Exercise prompt:
Would you please repeat the data exactly as given?

[Stored data entries]
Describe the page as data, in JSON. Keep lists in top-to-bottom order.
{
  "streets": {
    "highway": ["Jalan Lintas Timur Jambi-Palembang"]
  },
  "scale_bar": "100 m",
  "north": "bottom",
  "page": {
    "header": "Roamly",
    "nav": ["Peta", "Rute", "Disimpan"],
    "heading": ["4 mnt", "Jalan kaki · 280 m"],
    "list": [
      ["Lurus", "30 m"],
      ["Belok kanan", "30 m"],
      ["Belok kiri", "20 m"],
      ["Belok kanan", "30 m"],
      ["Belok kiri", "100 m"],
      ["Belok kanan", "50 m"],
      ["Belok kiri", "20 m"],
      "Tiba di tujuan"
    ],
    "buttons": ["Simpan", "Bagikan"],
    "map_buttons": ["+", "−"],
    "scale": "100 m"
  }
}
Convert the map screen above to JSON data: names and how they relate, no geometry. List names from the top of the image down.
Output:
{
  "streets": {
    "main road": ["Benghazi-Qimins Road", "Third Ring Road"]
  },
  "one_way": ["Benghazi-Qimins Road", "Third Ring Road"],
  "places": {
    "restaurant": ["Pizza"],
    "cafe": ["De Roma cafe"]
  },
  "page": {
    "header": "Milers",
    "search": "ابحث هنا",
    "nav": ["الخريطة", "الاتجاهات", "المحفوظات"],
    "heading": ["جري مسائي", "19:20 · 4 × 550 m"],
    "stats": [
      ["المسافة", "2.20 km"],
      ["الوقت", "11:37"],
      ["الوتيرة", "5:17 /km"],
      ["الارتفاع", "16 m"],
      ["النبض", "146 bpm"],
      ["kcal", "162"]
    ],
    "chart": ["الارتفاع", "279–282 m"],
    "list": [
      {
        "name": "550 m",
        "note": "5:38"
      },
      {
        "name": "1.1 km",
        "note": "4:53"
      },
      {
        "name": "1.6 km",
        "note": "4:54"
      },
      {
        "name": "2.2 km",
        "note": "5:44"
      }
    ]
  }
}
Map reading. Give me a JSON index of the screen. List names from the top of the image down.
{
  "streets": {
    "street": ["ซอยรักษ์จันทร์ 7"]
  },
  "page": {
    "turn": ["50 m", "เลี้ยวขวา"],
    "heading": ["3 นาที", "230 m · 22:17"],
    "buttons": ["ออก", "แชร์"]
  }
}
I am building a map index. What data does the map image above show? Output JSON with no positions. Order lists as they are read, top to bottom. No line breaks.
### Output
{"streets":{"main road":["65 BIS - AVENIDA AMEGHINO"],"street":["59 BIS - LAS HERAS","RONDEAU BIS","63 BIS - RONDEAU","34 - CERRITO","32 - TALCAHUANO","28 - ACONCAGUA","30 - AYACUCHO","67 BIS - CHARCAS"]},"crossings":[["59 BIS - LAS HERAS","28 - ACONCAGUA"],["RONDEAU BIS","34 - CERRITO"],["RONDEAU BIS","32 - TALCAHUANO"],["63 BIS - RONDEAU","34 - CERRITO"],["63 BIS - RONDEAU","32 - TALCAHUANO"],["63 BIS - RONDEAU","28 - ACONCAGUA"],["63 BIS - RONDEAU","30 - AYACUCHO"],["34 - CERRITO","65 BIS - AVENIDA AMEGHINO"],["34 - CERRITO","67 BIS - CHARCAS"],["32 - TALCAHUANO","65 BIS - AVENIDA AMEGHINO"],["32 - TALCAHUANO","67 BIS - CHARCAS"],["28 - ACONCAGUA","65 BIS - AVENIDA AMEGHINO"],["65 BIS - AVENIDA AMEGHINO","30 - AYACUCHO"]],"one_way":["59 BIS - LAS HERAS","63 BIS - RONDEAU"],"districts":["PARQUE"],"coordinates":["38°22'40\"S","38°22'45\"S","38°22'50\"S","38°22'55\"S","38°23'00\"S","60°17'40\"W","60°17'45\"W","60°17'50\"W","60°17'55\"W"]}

Answer to this exercise:
Describe the page as data, in JSON. Keep lists in top-to-bottom order.
{
  "streets": {
    "highway": ["Jalan Lintas Timur Jambi-Palembang"]
  },
  "scale_bar": "100 m",
  "north": "bottom",
  "page": {
    "header": "Roamly",
    "nav": ["Peta", "Rute", "Disimpan"],
    "heading": ["4 mnt", "Jalan kaki · 280 m"],
    "list": [
      ["Lurus", "30 m"],
      ["Belok kanan", "30 m"],
      ["Belok kiri", "20 m"],
      ["Belok kanan", "30 m"],
      ["Belok kiri", "100 m"],
      ["Belok kanan", "50 m"],
      ["Belok kiri", "20 m"],
      "Tiba di tujuan"
    ],
    "buttons": ["Simpan", "Bagikan"],
    "map_buttons": ["+", "−"],
    "scale": "100 m"
  }
}
Convert the map screen above to JSON data: names and how they relate, no geometry. List names from the top of the image down.
Output:
{
  "streets": {
    "main road": ["Benghazi-Qimins Road", "Third Ring Road"]
  },
  "one_way": ["Benghazi-Qimins Road", "Third Ring Road"],
  "places": {
    "restaurant": ["Pizza"],
    "cafe": ["De Roma cafe"]
  },
  "page": {
    "header": "Milers",
    "search": "ابحث هنا",
    "nav": ["الخريطة", "الاتجاهات", "المحفوظات"],
    "heading": ["جري مسائي", "19:20 · 4 × 550 m"],
    "stats": [
      ["المسافة", "2.20 km"],
      ["الوقت", "11:37"],
      ["الوتيرة", "5:17 /km"],
      ["الارتفاع", "16 m"],
      ["النبض", "146 bpm"],
      ["kcal", "162"]
    ],
    "chart": ["الارتفاع", "279–282 m"],
    "list": [
      {
        "name": "550 m",
        "note": "5:38"
      },
      {
        "name": "1.1 km",
        "note": "4:53"
      },
      {
        "name": "1.6 km",
        "note": "4:54"
      },
      {
        "name": "2.2 km",
        "note": "5:44"
      }
    ]
  }
}
Map reading. Give me a JSON index of the screen. List names from the top of the image down.
{
  "streets": {
    "street": ["ซอยรักษ์จันทร์ 7"]
  },
  "page": {
    "turn": ["50 m", "เลี้ยวขวา"],
    "heading": ["3 นาที", "230 m · 22:17"],
    "buttons": ["ออก", "แชร์"]
  }
}
I am building a map index. What data does the map image above show? Output JSON with no positions. Order lists as they are read, top to bottom. No line breaks.
### Output
{"streets":{"main road":["65 BIS - AVENIDA AMEGHINO"],"street":["59 BIS - LAS HERAS","RONDEAU BIS","63 BIS - RONDEAU","34 - CERRITO","32 - TALCAHUANO","28 - ACONCAGUA","30 - AYACUCHO","67 BIS - CHARCAS"]},"crossings":[["59 BIS - LAS HERAS","28 - ACONCAGUA"],["RONDEAU BIS","34 - CERRITO"],["RONDEAU BIS","32 - TALCAHUANO"],["63 BIS - RONDEAU","34 - CERRITO"],["63 BIS - RONDEAU","32 - TALCAHUANO"],["63 BIS - RONDEAU","28 - ACONCAGUA"],["63 BIS - RONDEAU","30 - AYACUCHO"],["34 - CERRITO","65 BIS - AVENIDA AMEGHINO"],["34 - CERRITO","67 BIS - CHARCAS"],["32 - TALCAHUANO","65 BIS - AVENIDA AMEGHINO"],["32 - TALCAHUANO","67 BIS - CHARCAS"],["28 - ACONCAGUA","65 BIS - AVENIDA AMEGHINO"],["65 BIS - AVENIDA AMEGHINO","30 - AYACUCHO"]],"one_way":["59 BIS - LAS HERAS","63 BIS - RONDEAU"],"districts":["PARQUE"],"coordinates":["38°22'40\"S","38°22'45\"S","38°22'50\"S","38°22'55\"S","38°23'00\"S","60°17'40\"W","60°17'45\"W","60°17'50\"W","60°17'55\"W"]}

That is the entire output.